## To do
Wherever a line of the data contains "path", copy that line.

+ + + + + + +

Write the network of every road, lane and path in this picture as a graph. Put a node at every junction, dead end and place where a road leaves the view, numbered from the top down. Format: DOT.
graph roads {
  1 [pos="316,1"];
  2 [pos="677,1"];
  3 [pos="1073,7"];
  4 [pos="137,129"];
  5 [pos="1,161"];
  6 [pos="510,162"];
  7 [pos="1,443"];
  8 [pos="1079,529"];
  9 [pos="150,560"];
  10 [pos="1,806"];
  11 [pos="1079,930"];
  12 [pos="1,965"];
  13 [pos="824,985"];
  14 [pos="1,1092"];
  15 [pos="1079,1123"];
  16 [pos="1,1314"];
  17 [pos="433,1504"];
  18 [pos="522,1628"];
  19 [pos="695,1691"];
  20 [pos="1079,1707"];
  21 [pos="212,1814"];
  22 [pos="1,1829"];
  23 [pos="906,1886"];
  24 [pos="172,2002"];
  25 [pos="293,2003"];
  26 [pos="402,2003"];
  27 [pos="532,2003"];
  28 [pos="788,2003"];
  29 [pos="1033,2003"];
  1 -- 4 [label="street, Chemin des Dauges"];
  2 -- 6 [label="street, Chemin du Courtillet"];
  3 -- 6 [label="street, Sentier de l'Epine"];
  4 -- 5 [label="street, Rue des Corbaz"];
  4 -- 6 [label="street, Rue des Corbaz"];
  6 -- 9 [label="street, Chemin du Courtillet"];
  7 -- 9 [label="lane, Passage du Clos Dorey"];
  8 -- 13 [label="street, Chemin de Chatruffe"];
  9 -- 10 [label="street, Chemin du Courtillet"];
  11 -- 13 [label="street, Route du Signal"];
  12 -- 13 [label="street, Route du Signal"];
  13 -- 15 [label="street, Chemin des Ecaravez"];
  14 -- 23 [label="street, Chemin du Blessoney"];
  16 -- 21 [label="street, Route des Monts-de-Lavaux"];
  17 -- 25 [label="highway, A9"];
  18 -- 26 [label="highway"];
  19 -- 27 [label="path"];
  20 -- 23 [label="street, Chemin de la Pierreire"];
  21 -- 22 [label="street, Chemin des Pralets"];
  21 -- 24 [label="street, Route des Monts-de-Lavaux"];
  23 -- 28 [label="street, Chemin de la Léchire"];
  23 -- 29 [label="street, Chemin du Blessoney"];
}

+ + + + + + +

## Your response
Write the network of every road, lane and path in this picture as a graph. Put a node at every junction, dead end and place where a road leaves the view, numbered from the top down. Format: DOT.
  19 -- 27 [label="path"];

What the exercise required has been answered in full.